Un día me di cuenta de que no era simplemente tu compañía... casi me muero al descubrirme suspirando porque no estabas, al notar que estaba temblando porque no estabas; estaba temblando porque deseaba que estuvieras allí... simplemente porque te deseaba. ¡Oh, estupendo!. Total, sólo soy una mujer casada, con dos hijos y 10 años mayor que tú y...
"¿Y qué?". No sabes cuántas veces me retumbó en la cabeza esa pregunta. No sabes cuántas veces cerré los ojos y murmuré tonterías, cuántas veces sentí una piedra sobre el pecho impidiéndome respirar, cuántas veces empecé a llorar histérica y con miedo a que me pillaran y tener que explicar qué diantres me pasaba, cuántas veces abracé a mis hijos para dejar de pensar lo que estaba pensando, para alejar esas telarañas negras de mi cabeza... "¿Y qué?". "¿Y qué?". "¿Y qué?"....
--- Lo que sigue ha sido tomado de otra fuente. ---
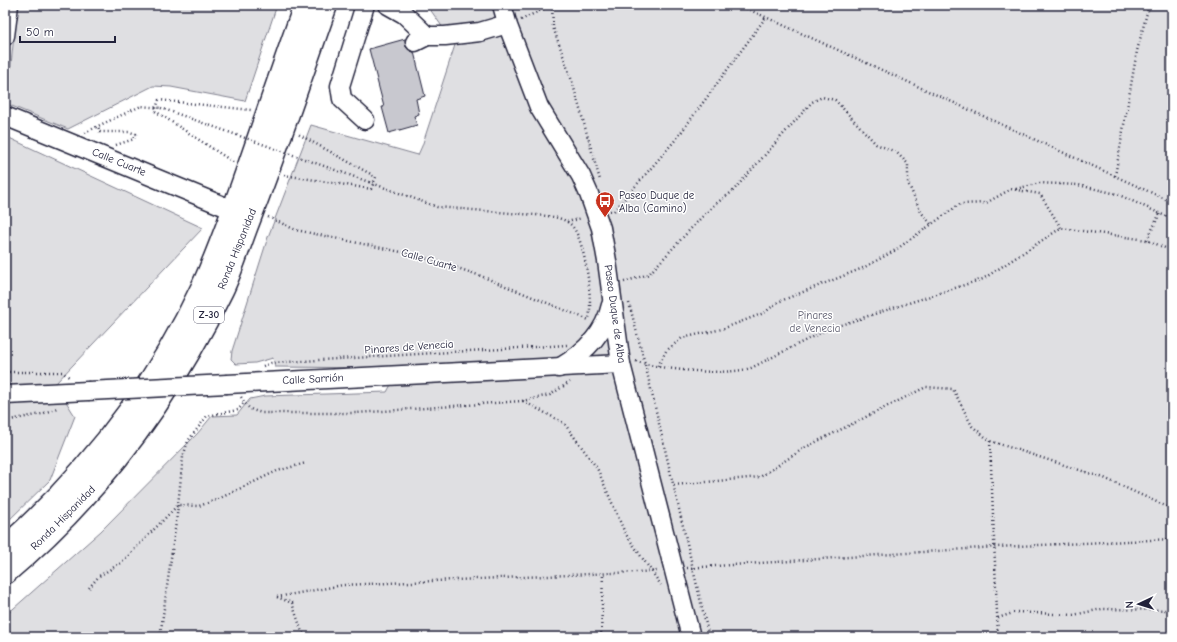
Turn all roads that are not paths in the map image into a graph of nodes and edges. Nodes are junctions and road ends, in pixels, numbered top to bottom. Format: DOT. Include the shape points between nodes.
graph roads {
  1 [pos="9,5"];
  2 [pos="305,5"];
  3 [pos="326,5"];
  4 [pos="365,5"];
  5 [pos="388,5"];
  6 [pos="502,5"];
  7 [pos="508,25"];
  8 [pos="5,36"];
  9 [pos="5,116"];
  10 [pos="365,120"];
  11 [pos="251,212"];
  12 [pos="612,298"];
  13 [pos="620,360"];
  14 [pos="559,368"];
  15 [pos="5,395"];
  16 [pos="5,548"];
  17 [pos="5,573"];
  18 [pos="691,637"];
  1 -- 8 [label="street"];
  2 -- 11 [label="highway, Ronda Hispanidad / Z-30"];
  3 -- 11 [label="highway, Ronda Hispanidad / Z-30"];
  4 -- 10 [label="street" via="340,86 342,99"];
  5 -- 7 [label="street" via="404,14 421,39 480,32"];
  6 -- 7 [label="street, Paseo Duque de Alba"];
  7 -- 12 [label="street, Paseo Duque de Alba" via="539,107 581,176 597,214"];
  9 -- 11 [label="street, Calle Cuarte"];
  11 -- 16 [label="highway, Ronda Hispanidad / Z-30" via="202,287 179,332 120,425 58,499"];
  11 -- 17 [label="highway, Ronda Hispanidad / Z-30" via="222,288 200,333 141,429 72,511"];
  12 -- 13 [label="street, Paseo Duque de Alba"];
  12 -- 14 [label="street" via="602,328 586,348"];
  13 -- 14 [label="street, Calle Sarrión" via="593,366"];
  13 -- 18 [label="street, Paseo Duque de Alba"];
  14 -- 15 [label="street, Calle Sarrión, bridge"];
}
Todavía no sé cómo no me descubrí, cómo no me descubrieron, cómo no me descubriste. O igual, sí te diste cuenta. De repente, ya no venías todos los días a almorzar y ponías excusas para no quedar después, ni venir a las cenas de la oficina. Claro que no sé si eran imaginaciones mías, empeñada en situarme en el centro de tu universo - no te rías, es que de ilusión también se vive - o, claro, si ya le habías conocido...
¡Qué ironía! Como quien dice, me has pedido tu bendición: has venido y me has confesado que has conocido a una persona increíble, que no puedes imaginar tu vida sin esa persona, que estáis saliendo desde hace meses, que no me habías dicho nada por si no salía bien... El único día en que hubiera pagado por perderte de vista y allí seguías, contándome los detalles. Yo, con mi hipócrita sonrisa congelada mientras notaba otra vez la piedra en el pecho, lamentando todas las ocasiones en que había pensado tirarlo todo por la borda - mi matrimonio, el trabajo, lo que fuera - y no me había atrevido a decirte nada. O, lo que es peor, agradecida por no haberlo hecho y haber evitado el ridículo más absoluto.
¡Cómo no iba a quedarme callada! ¿Dije "sí" cuando me preguntaste si sería tu testigo en la boda, verdad? Dije sí. Y me quedaré ahí callada, preguntándome si acaso mi mejor amiga se hubiera transformado en mi más querida amante si no se hubiese cruzado ese hombre en nuestro camino.